Exposé à Paris, le MoMA de New York s’interroge sur sa capacité à rester un « laboratoire moderne » quand ses collections vieillissent avec lui. Une question que se posent beaucoup de musées.
Au premier abord, le titre de l’exposition du MoMA, « Être moderne : le MoMA à Paris », sonne comme une tautologie. Comment cette institution mythique, qui conserve l’une des deux plus grandes collections d’art moderne et contemporain et a forgé les canons de la modernité, pourrait-elle ne pas être moderne ? À moins, que le véritable enjeu que suggère ce titre ne soit en réalité sa faculté à rester moderne. Un défi qui concerne de fait tous les musées consacrés aux XXe et XXIe siècles.
Fondés pour présenter la création de leur temps, ils sont aussi, au fur et à mesure, devenus des conservatoires du passé. Les œuvres les plus anciennes du MoMA datent ainsi de la fin du XIXe, tandis que celles du Musée national d’art moderne à Paris remontent à 1905. Cette patrimonialisation d’une partie des collections, qui va par la force des choses encore s’accroître, pose la question de la capacité de ces lieux à être toujours en prise avec la modernité. D’autant que cette cohabitation n’est pas toujours allée de soi. Par exemple, l’ancêtre du MNAM, le Musée des artistes vivants, conservait les œuvres dix ans après la disparition de leur auteur. Ensuite, elles rejoignaient le Louvre ou un musée de province.

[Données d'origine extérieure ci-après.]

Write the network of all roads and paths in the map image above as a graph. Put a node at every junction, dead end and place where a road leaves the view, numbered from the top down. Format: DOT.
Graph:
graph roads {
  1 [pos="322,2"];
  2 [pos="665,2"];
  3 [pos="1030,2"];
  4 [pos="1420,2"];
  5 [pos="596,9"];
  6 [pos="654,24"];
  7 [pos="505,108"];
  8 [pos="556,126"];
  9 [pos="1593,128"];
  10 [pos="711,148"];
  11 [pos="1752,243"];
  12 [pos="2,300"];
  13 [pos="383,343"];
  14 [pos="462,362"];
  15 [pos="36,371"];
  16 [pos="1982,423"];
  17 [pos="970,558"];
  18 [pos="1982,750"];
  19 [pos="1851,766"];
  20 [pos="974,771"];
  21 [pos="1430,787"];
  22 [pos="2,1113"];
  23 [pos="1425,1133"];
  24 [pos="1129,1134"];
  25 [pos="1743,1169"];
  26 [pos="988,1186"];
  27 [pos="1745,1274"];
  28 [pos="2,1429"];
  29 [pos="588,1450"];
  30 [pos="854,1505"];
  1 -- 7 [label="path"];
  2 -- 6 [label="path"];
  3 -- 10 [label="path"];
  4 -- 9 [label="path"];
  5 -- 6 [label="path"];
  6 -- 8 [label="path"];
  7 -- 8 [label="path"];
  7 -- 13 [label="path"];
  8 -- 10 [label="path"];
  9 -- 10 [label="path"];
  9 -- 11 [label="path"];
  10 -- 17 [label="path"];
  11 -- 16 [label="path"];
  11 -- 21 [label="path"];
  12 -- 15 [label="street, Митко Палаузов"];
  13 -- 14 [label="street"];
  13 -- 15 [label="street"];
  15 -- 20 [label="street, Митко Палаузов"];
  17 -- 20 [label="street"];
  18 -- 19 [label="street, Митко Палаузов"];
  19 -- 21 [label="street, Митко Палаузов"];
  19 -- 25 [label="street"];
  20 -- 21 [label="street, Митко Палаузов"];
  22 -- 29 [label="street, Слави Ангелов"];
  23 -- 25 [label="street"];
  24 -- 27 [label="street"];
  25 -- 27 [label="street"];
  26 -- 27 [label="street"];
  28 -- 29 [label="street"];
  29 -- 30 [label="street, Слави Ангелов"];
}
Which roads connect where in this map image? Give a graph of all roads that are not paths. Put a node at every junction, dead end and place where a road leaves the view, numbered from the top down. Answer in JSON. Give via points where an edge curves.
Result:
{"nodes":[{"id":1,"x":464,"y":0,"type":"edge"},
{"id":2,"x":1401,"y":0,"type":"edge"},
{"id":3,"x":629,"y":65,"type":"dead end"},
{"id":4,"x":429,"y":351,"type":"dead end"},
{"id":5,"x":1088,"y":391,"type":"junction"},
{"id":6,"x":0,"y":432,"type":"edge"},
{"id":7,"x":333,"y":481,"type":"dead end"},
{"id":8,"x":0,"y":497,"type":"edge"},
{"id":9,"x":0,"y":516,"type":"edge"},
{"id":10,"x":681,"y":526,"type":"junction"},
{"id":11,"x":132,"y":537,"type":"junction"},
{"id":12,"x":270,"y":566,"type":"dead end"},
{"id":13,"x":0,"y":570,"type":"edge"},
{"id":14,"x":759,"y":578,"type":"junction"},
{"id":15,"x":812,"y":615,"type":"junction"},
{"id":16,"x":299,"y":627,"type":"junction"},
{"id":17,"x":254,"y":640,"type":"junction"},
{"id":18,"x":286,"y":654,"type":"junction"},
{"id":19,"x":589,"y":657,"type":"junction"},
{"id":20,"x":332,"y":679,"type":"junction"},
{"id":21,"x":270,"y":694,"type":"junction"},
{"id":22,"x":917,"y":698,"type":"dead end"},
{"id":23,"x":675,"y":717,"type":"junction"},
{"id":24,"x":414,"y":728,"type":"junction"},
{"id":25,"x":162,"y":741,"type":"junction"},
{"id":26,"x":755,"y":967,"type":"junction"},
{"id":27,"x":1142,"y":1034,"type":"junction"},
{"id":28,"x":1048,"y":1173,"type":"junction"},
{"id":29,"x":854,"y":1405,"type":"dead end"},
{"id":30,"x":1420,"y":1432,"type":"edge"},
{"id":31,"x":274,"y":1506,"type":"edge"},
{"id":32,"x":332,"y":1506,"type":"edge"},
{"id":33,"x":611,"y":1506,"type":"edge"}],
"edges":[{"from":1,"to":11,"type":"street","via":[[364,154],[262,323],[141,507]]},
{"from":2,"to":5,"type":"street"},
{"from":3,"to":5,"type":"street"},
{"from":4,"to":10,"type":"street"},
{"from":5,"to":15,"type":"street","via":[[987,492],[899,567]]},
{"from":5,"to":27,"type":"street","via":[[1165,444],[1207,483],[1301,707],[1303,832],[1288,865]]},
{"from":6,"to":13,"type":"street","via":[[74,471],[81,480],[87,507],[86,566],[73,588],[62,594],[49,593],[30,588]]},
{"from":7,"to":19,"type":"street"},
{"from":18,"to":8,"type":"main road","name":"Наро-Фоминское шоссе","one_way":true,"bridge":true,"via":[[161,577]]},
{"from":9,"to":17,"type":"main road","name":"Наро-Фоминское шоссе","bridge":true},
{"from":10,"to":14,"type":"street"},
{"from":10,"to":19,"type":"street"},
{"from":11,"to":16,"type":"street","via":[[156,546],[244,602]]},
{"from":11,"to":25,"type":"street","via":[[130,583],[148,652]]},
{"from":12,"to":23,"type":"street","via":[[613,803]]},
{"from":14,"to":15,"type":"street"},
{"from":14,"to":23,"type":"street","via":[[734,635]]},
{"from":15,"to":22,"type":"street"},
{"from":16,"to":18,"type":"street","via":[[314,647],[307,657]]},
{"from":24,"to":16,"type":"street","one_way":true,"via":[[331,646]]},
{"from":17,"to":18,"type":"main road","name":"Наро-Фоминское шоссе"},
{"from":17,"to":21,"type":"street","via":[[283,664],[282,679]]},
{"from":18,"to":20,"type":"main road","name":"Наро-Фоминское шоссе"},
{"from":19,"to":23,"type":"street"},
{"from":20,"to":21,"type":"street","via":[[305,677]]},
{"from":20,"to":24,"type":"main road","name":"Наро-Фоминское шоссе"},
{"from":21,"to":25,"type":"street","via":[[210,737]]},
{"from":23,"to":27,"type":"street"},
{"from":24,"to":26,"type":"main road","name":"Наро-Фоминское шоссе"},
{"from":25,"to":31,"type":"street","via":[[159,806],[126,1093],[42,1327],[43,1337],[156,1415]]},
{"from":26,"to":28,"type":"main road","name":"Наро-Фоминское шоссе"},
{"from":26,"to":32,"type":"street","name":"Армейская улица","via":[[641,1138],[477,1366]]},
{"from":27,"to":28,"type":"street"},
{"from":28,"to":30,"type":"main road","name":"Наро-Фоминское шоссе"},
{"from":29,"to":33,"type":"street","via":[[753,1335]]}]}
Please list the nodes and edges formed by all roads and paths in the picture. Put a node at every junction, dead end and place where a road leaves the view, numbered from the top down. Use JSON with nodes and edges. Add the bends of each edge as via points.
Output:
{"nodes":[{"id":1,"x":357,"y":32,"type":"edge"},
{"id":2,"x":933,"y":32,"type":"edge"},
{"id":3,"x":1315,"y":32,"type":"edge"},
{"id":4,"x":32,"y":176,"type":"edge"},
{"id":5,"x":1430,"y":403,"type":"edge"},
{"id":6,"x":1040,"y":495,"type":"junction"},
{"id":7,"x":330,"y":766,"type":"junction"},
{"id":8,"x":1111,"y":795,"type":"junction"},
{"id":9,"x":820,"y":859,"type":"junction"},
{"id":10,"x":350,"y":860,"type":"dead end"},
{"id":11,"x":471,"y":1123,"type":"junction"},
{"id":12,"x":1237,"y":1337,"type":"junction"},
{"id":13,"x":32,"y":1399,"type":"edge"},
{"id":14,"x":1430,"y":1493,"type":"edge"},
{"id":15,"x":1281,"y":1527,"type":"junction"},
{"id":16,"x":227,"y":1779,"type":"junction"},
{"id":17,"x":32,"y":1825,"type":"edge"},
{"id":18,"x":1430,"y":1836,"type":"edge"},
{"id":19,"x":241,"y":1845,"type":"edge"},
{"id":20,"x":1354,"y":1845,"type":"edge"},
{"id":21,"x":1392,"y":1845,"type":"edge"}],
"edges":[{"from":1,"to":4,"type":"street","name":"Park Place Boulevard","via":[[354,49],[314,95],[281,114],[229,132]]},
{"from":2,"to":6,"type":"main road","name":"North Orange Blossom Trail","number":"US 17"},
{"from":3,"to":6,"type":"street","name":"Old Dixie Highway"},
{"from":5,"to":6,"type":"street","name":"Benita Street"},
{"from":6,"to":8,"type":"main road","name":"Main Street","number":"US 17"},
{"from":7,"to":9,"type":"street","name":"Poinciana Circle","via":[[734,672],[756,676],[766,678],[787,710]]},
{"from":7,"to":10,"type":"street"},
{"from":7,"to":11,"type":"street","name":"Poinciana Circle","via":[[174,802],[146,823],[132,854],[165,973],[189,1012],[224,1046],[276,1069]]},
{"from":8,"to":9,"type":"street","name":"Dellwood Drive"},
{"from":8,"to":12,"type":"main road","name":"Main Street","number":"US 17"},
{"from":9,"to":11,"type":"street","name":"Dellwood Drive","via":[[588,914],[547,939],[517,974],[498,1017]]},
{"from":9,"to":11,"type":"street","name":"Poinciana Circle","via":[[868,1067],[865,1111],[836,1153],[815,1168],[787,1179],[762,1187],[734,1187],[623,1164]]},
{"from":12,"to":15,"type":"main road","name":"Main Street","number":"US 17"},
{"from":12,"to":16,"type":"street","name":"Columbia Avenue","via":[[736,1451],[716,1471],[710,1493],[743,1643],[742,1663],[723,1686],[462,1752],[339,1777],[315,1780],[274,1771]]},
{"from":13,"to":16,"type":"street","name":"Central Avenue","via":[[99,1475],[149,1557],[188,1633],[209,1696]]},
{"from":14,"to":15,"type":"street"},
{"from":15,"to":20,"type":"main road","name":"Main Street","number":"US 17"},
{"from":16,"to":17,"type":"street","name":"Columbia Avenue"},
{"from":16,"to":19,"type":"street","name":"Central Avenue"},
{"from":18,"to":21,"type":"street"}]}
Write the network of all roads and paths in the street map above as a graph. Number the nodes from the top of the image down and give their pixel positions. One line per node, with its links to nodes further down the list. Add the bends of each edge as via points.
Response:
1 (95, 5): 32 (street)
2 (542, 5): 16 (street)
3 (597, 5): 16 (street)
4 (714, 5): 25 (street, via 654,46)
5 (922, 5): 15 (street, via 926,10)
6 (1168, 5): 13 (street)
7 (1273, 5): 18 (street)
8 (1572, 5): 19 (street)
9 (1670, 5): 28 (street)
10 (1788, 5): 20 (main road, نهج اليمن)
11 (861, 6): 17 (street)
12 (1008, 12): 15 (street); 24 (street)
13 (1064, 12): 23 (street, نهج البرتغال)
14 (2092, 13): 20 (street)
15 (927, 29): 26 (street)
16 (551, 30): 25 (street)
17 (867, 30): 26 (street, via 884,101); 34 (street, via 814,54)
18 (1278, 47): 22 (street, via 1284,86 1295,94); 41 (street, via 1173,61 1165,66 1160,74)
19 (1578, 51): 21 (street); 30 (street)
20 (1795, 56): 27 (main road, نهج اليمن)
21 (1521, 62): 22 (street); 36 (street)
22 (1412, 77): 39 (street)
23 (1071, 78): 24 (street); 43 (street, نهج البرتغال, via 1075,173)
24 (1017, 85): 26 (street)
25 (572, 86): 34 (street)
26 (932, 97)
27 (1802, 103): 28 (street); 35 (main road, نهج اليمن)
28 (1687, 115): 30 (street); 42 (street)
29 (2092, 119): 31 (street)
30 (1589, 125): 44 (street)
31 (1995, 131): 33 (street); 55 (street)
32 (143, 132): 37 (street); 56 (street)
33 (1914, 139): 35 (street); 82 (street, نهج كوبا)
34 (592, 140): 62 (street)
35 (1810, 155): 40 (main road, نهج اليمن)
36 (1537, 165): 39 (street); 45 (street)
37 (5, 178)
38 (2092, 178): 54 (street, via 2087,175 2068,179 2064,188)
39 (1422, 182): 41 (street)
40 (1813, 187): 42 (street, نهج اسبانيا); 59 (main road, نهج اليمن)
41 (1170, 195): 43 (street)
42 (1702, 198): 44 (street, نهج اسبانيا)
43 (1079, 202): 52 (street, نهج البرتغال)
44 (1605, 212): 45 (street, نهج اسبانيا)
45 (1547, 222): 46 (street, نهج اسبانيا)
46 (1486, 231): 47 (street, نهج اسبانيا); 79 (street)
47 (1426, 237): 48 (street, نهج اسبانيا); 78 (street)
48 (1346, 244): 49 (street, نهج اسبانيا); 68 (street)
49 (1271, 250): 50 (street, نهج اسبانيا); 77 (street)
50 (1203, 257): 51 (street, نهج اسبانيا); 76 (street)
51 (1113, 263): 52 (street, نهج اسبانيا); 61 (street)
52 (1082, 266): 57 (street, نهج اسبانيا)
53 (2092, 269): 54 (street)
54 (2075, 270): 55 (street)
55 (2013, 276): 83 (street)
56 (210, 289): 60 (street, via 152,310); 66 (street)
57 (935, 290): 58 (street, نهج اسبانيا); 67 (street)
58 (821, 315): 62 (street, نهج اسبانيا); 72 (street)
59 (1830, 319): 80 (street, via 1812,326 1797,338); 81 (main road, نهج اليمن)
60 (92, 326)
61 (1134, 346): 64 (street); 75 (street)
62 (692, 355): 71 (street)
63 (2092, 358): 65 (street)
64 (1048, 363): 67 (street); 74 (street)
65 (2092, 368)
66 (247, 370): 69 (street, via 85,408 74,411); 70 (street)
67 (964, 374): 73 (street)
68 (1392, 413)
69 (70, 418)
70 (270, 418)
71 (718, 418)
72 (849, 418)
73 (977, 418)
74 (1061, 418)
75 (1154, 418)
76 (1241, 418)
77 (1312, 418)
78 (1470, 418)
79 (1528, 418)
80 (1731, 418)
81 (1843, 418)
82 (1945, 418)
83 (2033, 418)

Cette idée de conserver conjointement des œuvres modernes et contemporaines, tout comme la réorientation des collections nationales en direction des avant-gardes, a vraiment pris forme avec le déménagement du Musée national d’art moderne (MNAM), au sein du Centre Pompidou en 1977. Depuis, ce fonds a considérablement évolué et prospéré, passant de 30 000 à 120 000 numéros. Parallèlement, durant cette même période, le paysage institutionnel s’est radicalement transformé, tout comme les missions des musées. Une cohorte de nouvelles structures, pour certaines exclusivement dédiées à la scène contemporaine, et qui ne sont donc pas confrontées au même tiraillement entre patrimoine et prospection, a ouvert un peu partout dans le monde. Cette nouvelle partition a eu un impact, y compris sur des musées pionniers. Par exemple, le Musée de Grenoble, qui a été particulièrement précoce dans son ouverture aux avant-gardes, s’est recentré sur les modernes et les grandes figures consacrées de l’art contemporain, depuis l’ouverture de son voisin, le centre d’art Le Magasin.
Ce nouveau contexte concurrentiel fait par ailleurs cohabiter des structures, publiques et privées, qui n’ont pas les mêmes missions ni obligations. Si à l’époque de leur création les musées modernes pouvaient se permettre une audace à tous crins, la mutation de leur secteur leur impose aujourd’hui de concilier des objectifs de plus en plus antagonistes. Ils doivent ainsi trouver un équilibre précaire entre conservation de collections historiques, prospection, soutien à la création, démocratisation auprès du plus grand nombre, et rentabilité. Inévitablement, la radicalité d’origine en composant avec la real-politik conduit les musées à s’institutionnaliser. Cette critique est régulièrement adressée au Centre Pompidou, modèle révolutionnaire à son ouverture qui s’est depuis assagi.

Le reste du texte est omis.